Misrepresentation #1: Behavior Analysis Oversimplifies Complex Problems

Misrepresentation: Behavior analysis oversimplifies complex problems thus yielding
superficial analyses that are incapable of dealing with difficult issues involving, for
example, mind and personality. Similarly, the technical achievements of behavior analysis
and applied behavior analysis could have been found by applying common sense alone.
Behavior analysis is, therefore, oversimplified, naive, and trivial: It merely states much of
what we already know and sheds little or no new light on basic or applied issues.

Clarification: Questions of (a) oversimplification/superficiality and (b) technical
achievements will be addressed separately.

*Oversimplification. Charges of oversimplification and superficiality sometimes
result from misunderstandings regarding the meaning of "behavior". It is often said that
behavior analysts study "only" behavior while others study "more than" behavior. This
misrepresentation stems from an overly restricted definition of behavior that is not used by
behavior analysts. For them, "behavior" denotes what people do in the broad sense of
"do": Publicly observable behavior and private events like thinking, perception, feelings,
etc. Nothing people do is left out (see note 1). In short, all approaches to psychology and
education begin with:
(a) The same dependent variable--behavior
(b) The same independent variable--the conditions under which the behavior is
established, maintained, and eliminated.
Therefore behavior analysis is hardly superficial and, because it does explain the dependent
variables (behaviors) of interest to everyone, it resists charges of oversimplification.

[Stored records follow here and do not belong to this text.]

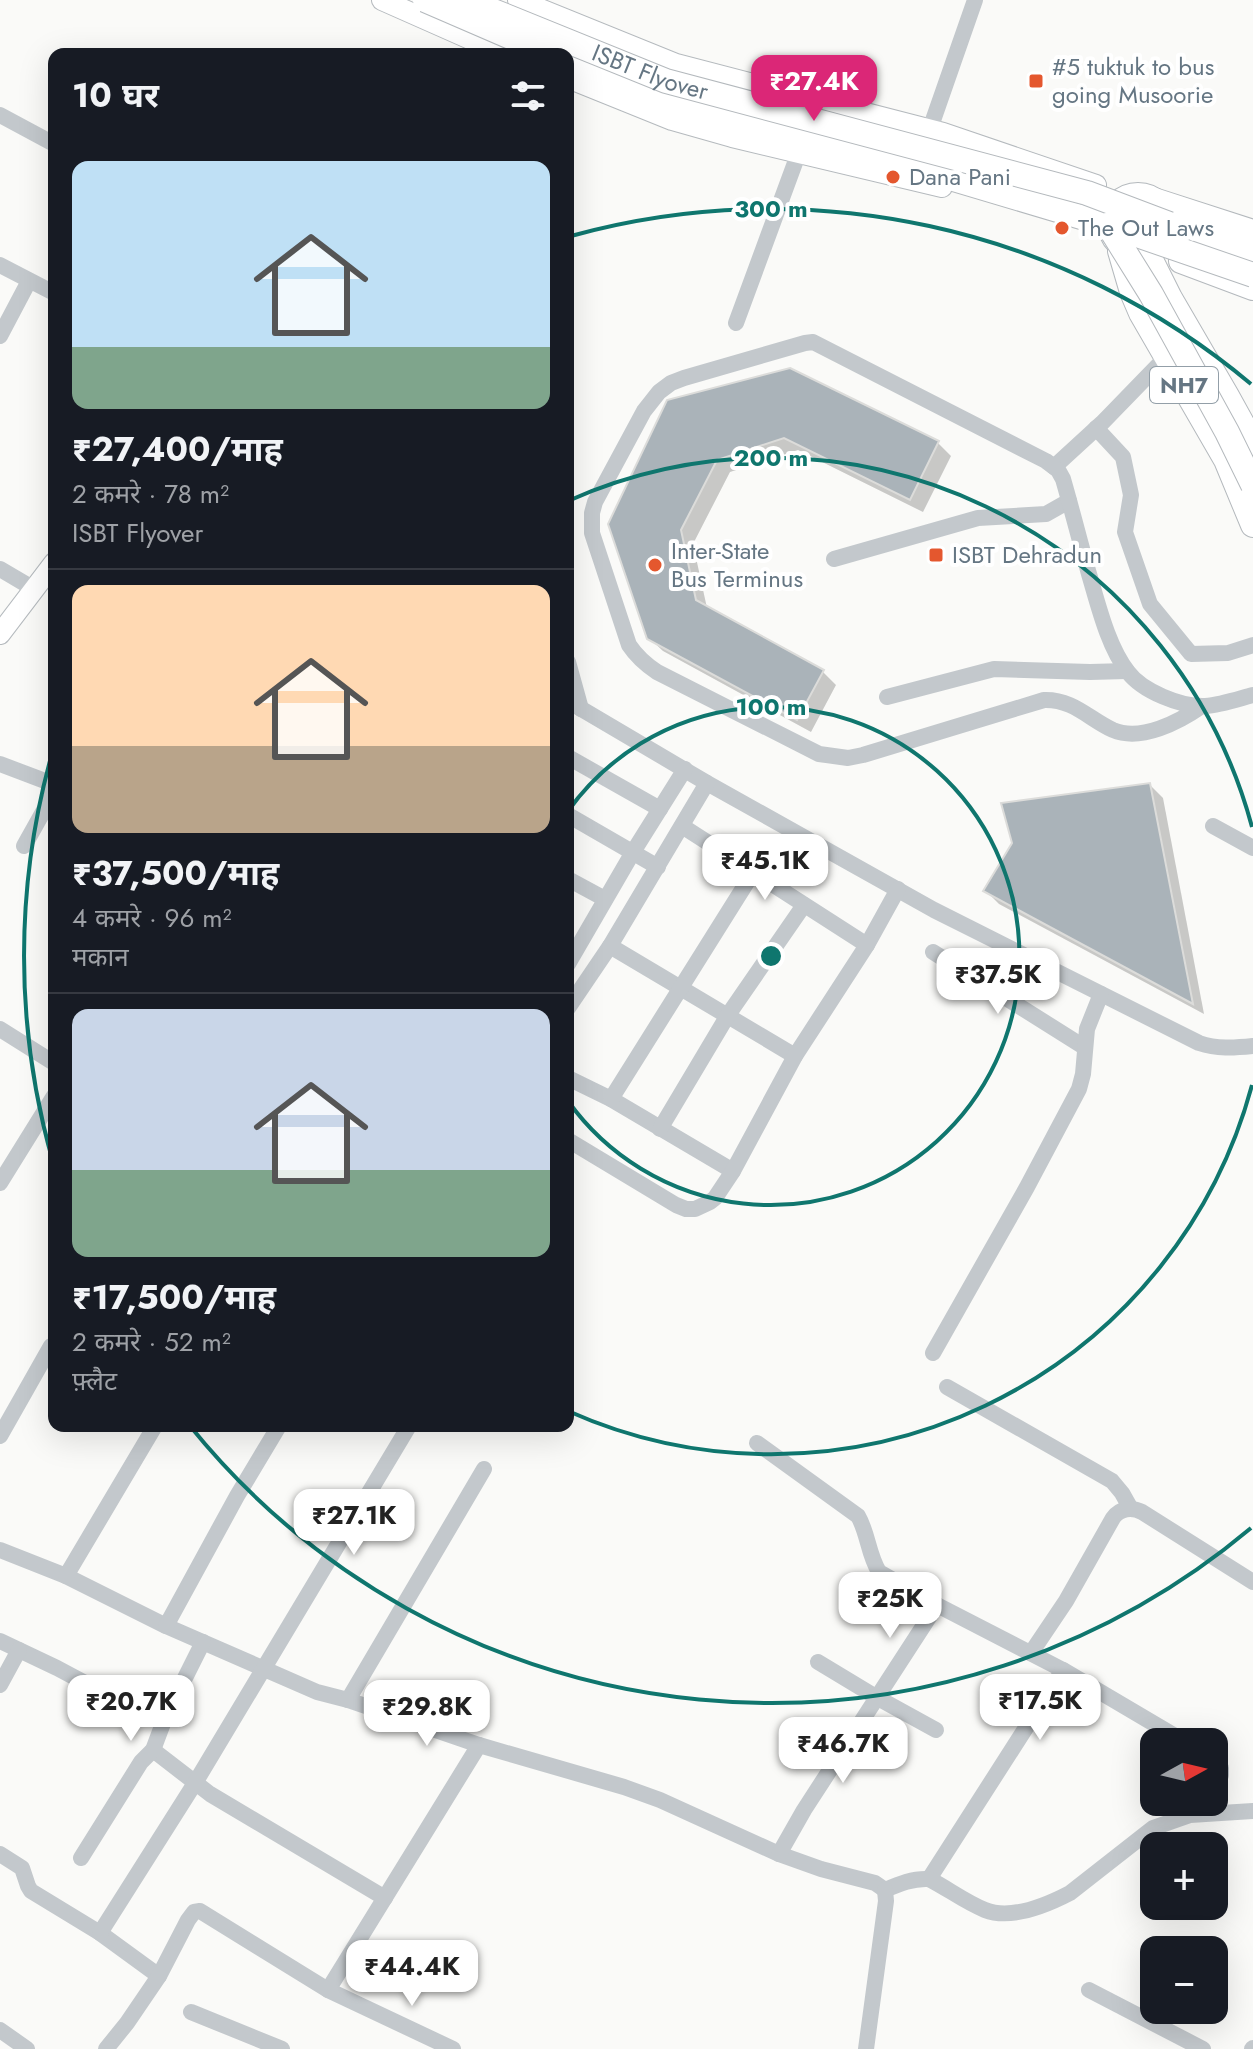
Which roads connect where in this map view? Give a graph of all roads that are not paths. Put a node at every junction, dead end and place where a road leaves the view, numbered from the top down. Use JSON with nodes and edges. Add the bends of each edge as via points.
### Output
{"nodes":[{"id":1,"x":382,"y":0,"type":"edge"},
{"id":2,"x":425,"y":0,"type":"edge"},
{"id":3,"x":466,"y":0,"type":"edge"},
{"id":4,"x":975,"y":0,"type":"edge"},
{"id":5,"x":519,"y":1,"type":"edge"},
{"id":6,"x":484,"y":48,"type":"edge"},
{"id":7,"x":495,"y":48,"type":"edge"},
{"id":8,"x":536,"y":48,"type":"edge"},
{"id":9,"x":574,"y":64,"type":"edge"},
{"id":10,"x":574,"y":80,"type":"edge"},
{"id":11,"x":0,"y":115,"type":"edge"},
{"id":12,"x":930,"y":129,"type":"junction"},
{"id":13,"x":48,"y":141,"type":"edge"},
{"id":14,"x":799,"y":152,"type":"junction"},
{"id":15,"x":1129,"y":196,"type":"junction"},
{"id":16,"x":1154,"y":200,"type":"junction"},
{"id":17,"x":1253,"y":232,"type":"edge"},
{"id":18,"x":1114,"y":236,"type":"junction"},
{"id":19,"x":1148,"y":250,"type":"junction"},
{"id":20,"x":1253,"y":252,"type":"edge"},
{"id":21,"x":0,"y":265,"type":"edge"},
{"id":22,"x":1253,"y":275,"type":"edge"},
{"id":23,"x":29,"y":281,"type":"junction"},
{"id":24,"x":1253,"y":288,"type":"edge"},
{"id":25,"x":48,"y":290,"type":"edge"},
{"id":26,"x":736,"y":323,"type":"dead end"},
{"id":27,"x":0,"y":336,"type":"edge"},
{"id":28,"x":1167,"y":356,"type":"junction"},
{"id":29,"x":1096,"y":428,"type":"junction"},
{"id":30,"x":1253,"y":443,"type":"edge"},
{"id":31,"x":1054,"y":467,"type":"junction"},
{"id":32,"x":1253,"y":485,"type":"edge"},
{"id":33,"x":1069,"y":501,"type":"junction"},
{"id":34,"x":1253,"y":525,"type":"edge"},
{"id":35,"x":834,"y":559,"type":"dead end"},
{"id":36,"x":0,"y":569,"type":"edge"},
{"id":37,"x":48,"y":571,"type":"edge"},
{"id":38,"x":34,"y":589,"type":"junction"},
{"id":39,"x":0,"y":634,"type":"edge"},
{"id":40,"x":1253,"y":645,"type":"edge"},
{"id":41,"x":1127,"y":671,"type":"junction"},
{"id":42,"x":1253,"y":695,"type":"edge"},
{"id":43,"x":887,"y":697,"type":"dead end"},
{"id":44,"x":575,"y":705,"type":"edge"},
{"id":45,"x":1202,"y":706,"type":"junction"},
{"id":46,"x":574,"y":760,"type":"edge"},
{"id":47,"x":0,"y":764,"type":"edge"},
{"id":48,"x":685,"y":769,"type":"junction"},
{"id":49,"x":707,"y":783,"type":"junction"},
{"id":50,"x":48,"y":784,"type":"edge"},
{"id":51,"x":48,"y":803,"type":"edge"},
{"id":52,"x":660,"y":809,"type":"junction"},
{"id":53,"x":574,"y":818,"type":"edge"},
{"id":54,"x":682,"y":826,"type":"junction"},
{"id":55,"x":1213,"y":826,"type":"dead end"},
{"id":56,"x":24,"y":846,"type":"dead end"},
{"id":57,"x":1253,"y":848,"type":"edge"},
{"id":58,"x":633,"y":852,"type":"junction"},
{"id":59,"x":658,"y":867,"type":"junction"},
{"id":60,"x":754,"y":871,"type":"junction"},
{"id":61,"x":574,"y":882,"type":"edge"},
{"id":62,"x":898,"y":889,"type":"junction"},
{"id":63,"x":605,"y":899,"type":"junction"},
{"id":64,"x":804,"y":905,"type":"junction"},
{"id":65,"x":867,"y":945,"type":"junction"},
{"id":66,"x":578,"y":947,"type":"junction"},
{"id":67,"x":605,"y":952,"type":"junction"},
{"id":68,"x":933,"y":952,"type":"dead end"},
{"id":69,"x":574,"y":954,"type":"edge"},
{"id":70,"x":682,"y":987,"type":"junction"},
{"id":71,"x":1101,"y":994,"type":"junction"},
{"id":72,"x":574,"y":999,"type":"edge"},
{"id":73,"x":728,"y":1015,"type":"junction"},
{"id":74,"x":0,"y":1029,"type":"edge"},
{"id":75,"x":1253,"y":1046,"type":"edge"},
{"id":76,"x":1084,"y":1047,"type":"junction"},
{"id":77,"x":795,"y":1056,"type":"junction"},
{"id":78,"x":48,"y":1059,"type":"edge"},
{"id":79,"x":574,"y":1081,"type":"edge"},
{"id":80,"x":611,"y":1099,"type":"junction"},
{"id":81,"x":48,"y":1106,"type":"edge"},
{"id":82,"x":660,"y":1129,"type":"junction"},
{"id":83,"x":574,"y":1144,"type":"edge"},
{"id":84,"x":733,"y":1171,"type":"junction"},
{"id":85,"x":0,"y":1183,"type":"edge"},
{"id":86,"x":48,"y":1351,"type":"edge"},
{"id":87,"x":933,"y":1353,"type":"dead end"},
{"id":88,"x":947,"y":1387,"type":"dead end"},
{"id":89,"x":151,"y":1432,"type":"edge"},
{"id":90,"x":275,"y":1432,"type":"edge"},
{"id":91,"x":405,"y":1432,"type":"edge"},
{"id":92,"x":0,"y":1436,"type":"edge"},
{"id":93,"x":757,"y":1443,"type":"dead end"},
{"id":94,"x":484,"y":1469,"type":"dead end"},
{"id":95,"x":1131,"y":1509,"type":"junction"},
{"id":96,"x":0,"y":1550,"type":"edge"},
{"id":97,"x":66,"y":1576,"type":"junction"},
{"id":98,"x":1253,"y":1582,"type":"edge"},
{"id":99,"x":937,"y":1605,"type":"junction"},
{"id":100,"x":166,"y":1626,"type":"junction"},
{"id":101,"x":0,"y":1641,"type":"edge"},
{"id":102,"x":203,"y":1642,"type":"junction"},
{"id":103,"x":19,"y":1650,"type":"junction"},
{"id":104,"x":1031,"y":1653,"type":"junction"},
{"id":105,"x":818,"y":1662,"type":"dead end"},
{"id":106,"x":265,"y":1668,"type":"junction"},
{"id":107,"x":1063,"y":1670,"type":"junction"},
{"id":108,"x":0,"y":1685,"type":"edge"},
{"id":109,"x":102,"y":1692,"type":"dead end"},
{"id":110,"x":876,"y":1697,"type":"junction"},
{"id":111,"x":348,"y":1700,"type":"junction"},
{"id":112,"x":1161,"y":1728,"type":"edge"},
{"id":113,"x":936,"y":1730,"type":"dead end"},
{"id":114,"x":479,"y":1745,"type":"junction"},
{"id":115,"x":153,"y":1750,"type":"junction"},
{"id":116,"x":195,"y":1783,"type":"junction"},
{"id":117,"x":1228,"y":1809,"type":"edge"},
{"id":118,"x":1253,"y":1811,"type":"edge"},
{"id":119,"x":1187,"y":1816,"type":"edge"},
{"id":120,"x":0,"y":1854,"type":"edge"},
{"id":121,"x":779,"y":1854,"type":"junction"},
{"id":122,"x":81,"y":1858,"type":"dead end"},
{"id":123,"x":929,"y":1879,"type":"junction"},
{"id":124,"x":885,"y":1890,"type":"junction"},
{"id":125,"x":385,"y":1898,"type":"junction"},
{"id":126,"x":100,"y":1933,"type":"junction"},
{"id":127,"x":159,"y":1976,"type":"junction"},
{"id":128,"x":328,"y":1990,"type":"junction"},
{"id":129,"x":1089,"y":1990,"type":"dead end"},
{"id":130,"x":191,"y":2012,"type":"dead end"},
{"id":131,"x":0,"y":2030,"type":"edge"},
{"id":132,"x":27,"y":2049,"type":"edge"},
{"id":133,"x":106,"y":2049,"type":"edge"},
{"id":134,"x":282,"y":2049,"type":"edge"},
{"id":135,"x":453,"y":2049,"type":"edge"},
{"id":136,"x":866,"y":2049,"type":"edge"},
{"id":137,"x":1203,"y":2049,"type":"edge"}],
"edges":[{"from":1,"to":6,"type":"main road"},
{"from":2,"to":8,"type":"highway","bridge":true},
{"from":3,"to":20,"type":"highway","name":"ISBT Flyover","bridge":true,"via":[[666,81],[1087,193]]},
{"from":4,"to":12,"type":"street"},
{"from":5,"to":7,"type":"main road"},
{"from":5,"to":12,"type":"main road","via":[[676,64]]},
{"from":9,"to":18,"type":"highway","name":"ISBT Flyover","via":[[664,102],[873,155]]},
{"from":10,"to":14,"type":"main road","via":[[672,120]]},
{"from":11,"to":13,"type":"street"},
{"from":12,"to":15,"type":"main road"},
{"from":14,"to":18,"type":"main road"},
{"from":14,"to":26,"type":"street"},
{"from":15,"to":16,"type":"highway"},
{"from":15,"to":18,"type":"highway","number":"NH7","via":[[1111,214]]},
{"from":16,"to":17,"type":"highway"},
{"from":16,"to":19,"type":"highway","via":[[1166,226]]},
{"from":18,"to":19,"type":"highway","via":[[1131,251]]},
{"from":18,"to":22,"type":"highway","name":"ISBT Flyover","bridge":true},
{"from":18,"to":28,"type":"highway","number":"NH7","via":[[1141,313]]},
{"from":18,"to":32,"type":"highway","bridge":true,"via":[[1151,294]]},
{"from":19,"to":24,"type":"highway"},
{"from":19,"to":30,"type":"highway","number":"NH7"},
{"from":21,"to":23,"type":"street"},
{"from":23,"to":25,"type":"street"},
{"from":23,"to":27,"type":"street"},
{"from":28,"to":29,"type":"street"},
{"from":28,"to":34,"type":"highway","number":"NH7","via":[[1226,460]]},
{"from":29,"to":31,"type":"street"},
{"from":29,"to":40,"type":"street","via":[[1123,457],[1131,495],[1125,532],[1150,604],[1191,654],[1228,653]]},
{"from":31,"to":33,"type":"street"},
{"from":31,"to":45,"type":"street","via":[[819,344],[805,343],[684,378],[659,392],[600,490],[592,533],[629,645],[644,664],[819,754],[863,755],[1044,700],[1071,704],[1120,732],[1161,727]]},
{"from":33,"to":35,"type":"street","via":[[1046,514],[978,518]]},
{"from":33,"to":41,"type":"street","via":[[1100,615]]},
{"from":36,"to":38,"type":"street"},
{"from":37,"to":38,"type":"main road"},
{"from":38,"to":39,"type":"main road"},
{"from":41,"to":43,"type":"street","via":[[994,669]]},
{"from":41,"to":45,"type":"street","via":[[1155,692]]},
{"from":42,"to":45,"type":"street"},
{"from":44,"to":48,"type":"street"},
{"from":46,"to":52,"type":"street"},
{"from":47,"to":50,"type":"street"},
{"from":48,"to":49,"type":"street"},
{"from":48,"to":52,"type":"street"},
{"from":49,"to":54,"type":"street"},
{"from":49,"to":62,"type":"street"},
{"from":51,"to":56,"type":"street"},
{"from":52,"to":58,"type":"street"},
{"from":53,"to":58,"type":"street"},
{"from":54,"to":59,"type":"street"},
{"from":54,"to":60,"type":"street"},
{"from":55,"to":57,"type":"street"},
{"from":58,"to":59,"type":"street"},
{"from":58,"to":63,"type":"street"},
{"from":59,"to":67,"type":"street"},
{"from":60,"to":64,"type":"street"},
{"from":60,"to":70,"type":"street"},
{"from":61,"to":63,"type":"street"},
{"from":62,"to":65,"type":"street"},
{"from":62,"to":71,"type":"street"},
{"from":63,"to":66,"type":"street"},
{"from":64,"to":65,"type":"street"},
{"from":64,"to":73,"type":"street"},
{"from":65,"to":77,"type":"street"},
{"from":66,"to":67,"type":"street"},
{"from":66,"to":69,"type":"street"},
{"from":67,"to":70,"type":"street"},
{"from":67,"to":72,"type":"street"},
{"from":68,"to":76,"type":"street"},
{"from":70,"to":73,"type":"street"},
{"from":70,"to":80,"type":"street"},
{"from":71,"to":75,"type":"street","via":[[1199,1043]]},
{"from":71,"to":76,"type":"street"},
{"from":73,"to":77,"type":"street"},
{"from":73,"to":82,"type":"street"},
{"from":74,"to":78,"type":"street"},
{"from":76,"to":87,"type":"street","via":[[1079,1089]]},
{"from":77,"to":84,"type":"street"},
{"from":79,"to":80,"type":"street"},
{"from":80,"to":82,"type":"street"},
{"from":81,"to":85,"type":"street"},
{"from":82,"to":84,"type":"street"},
{"from":83,"to":84,"type":"street","via":[[686,1209],[710,1202]]},
{"from":86,"to":92,"type":"street"},
{"from":88,"to":95,"type":"street","via":[[1112,1481]]},
{"from":89,"to":97,"type":"street"},
{"from":90,"to":100,"type":"street"},
{"from":91,"to":106,"type":"street"},
{"from":93,"to":99,"type":"street","via":[[858,1516],[879,1572]]},
{"from":94,"to":111,"type":"street"},
{"from":95,"to":98,"type":"street"},
{"from":95,"to":104,"type":"street","via":[[1117,1512]]},
{"from":96,"to":97,"type":"street"},
{"from":97,"to":100,"type":"street"},
{"from":99,"to":104,"type":"street"},
{"from":99,"to":110,"type":"street"},
{"from":100,"to":102,"type":"street"},
{"from":101,"to":103,"type":"street"},
{"from":102,"to":106,"type":"street"},
{"from":102,"to":115,"type":"street"},
{"from":103,"to":108,"type":"street"},
{"from":103,"to":109,"type":"street"},
{"from":104,"to":107,"type":"street"},
{"from":105,"to":110,"type":"street"},
{"from":106,"to":111,"type":"street"},
{"from":106,"to":116,"type":"street"},
{"from":107,"to":112,"type":"street"},
{"from":107,"to":123,"type":"street"},
{"from":110,"to":113,"type":"street"},
{"from":110,"to":121,"type":"street"},
{"from":111,"to":114,"type":"street"},
{"from":114,"to":121,"type":"street","via":[[648,1796]]},
{"from":114,"to":125,"type":"street"},
{"from":115,"to":116,"type":"street"},
{"from":115,"to":122,"type":"street"},
{"from":116,"to":125,"type":"street"},
{"from":116,"to":126,"type":"street"},
{"from":117,"to":118,"type":"street"},
{"from":119,"to":123,"type":"street","via":[[1153,1828],[1070,1893],[1026,1910],[985,1910]]},
{"from":120,"to":126,"type":"street","via":[[22,1868],[31,1891]]},
{"from":121,"to":124,"type":"street"},
{"from":123,"to":124,"type":"street"},
{"from":124,"to":136,"type":"street"},
{"from":125,"to":128,"type":"street"},
{"from":126,"to":127,"type":"street"},
{"from":127,"to":128,"type":"street","via":[[188,1920],[200,1911]]},
{"from":127,"to":133,"type":"street"},
{"from":128,"to":135,"type":"street"},
{"from":129,"to":137,"type":"street"},
{"from":130,"to":134,"type":"street"},
{"from":131,"to":132,"type":"street"}]}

Besides overly restrictive definitions of behavior, charges of oversimplification and
superficiality can result from misunderstandings regarding theoretical terms. For example,
hypothetical constructs from deductive models can be reified and, because behavior
analysts don't use that vocabulary, their account is deemed superficial.

Several points can clarify this misrepresentation regarding terms:
#1. Hypothetical constructs refer to behavior and sometimes the conditions under
which behavior occurs. So stripped of reified terms, deductive models emerge with the
same physiological, stimulus, and response referents as behavior analysis. In short,
behavior analysis is a more direct way of talking about the variables that concern
individuals from all orientations.
#2. Behaviorists generally agree that superficial explanations are those that cast
hypothetical constructs as a cause and then fail to explain the construct. For example, a
developmentalist may argue that a child' s sexuality results from his/her concept of what it
means to be a boy or girl. The behaviorist criticism of such an argument typically takes
two forms:
(a) "Concept" here explains nothing. The key issue is the conditions under
which a child acquires the behaviors we call "sexuality". These conditions are external to
the child--in his/her environment--not a mental event called concept, schema, or other
organizational metaphor. To explain the behavior that defines "sexuality" requires
describing how that individual's history generated those behaviors.
(b) The use of "concept" illustrates how an explanatory fiction works:
*First, behavior is observed
* Second, a mentalistic-sounding cause is invented (not discovered)
to explain it
*Third, explanation stops--the conditions under which the behavior
developed still are not specified, so we still know nothing about whythe child behaved in
certain ways.

The pseudoexplanations in (a) and (b) illustrate what behavior analysts would call
"superficial", "oversimplified" and circular.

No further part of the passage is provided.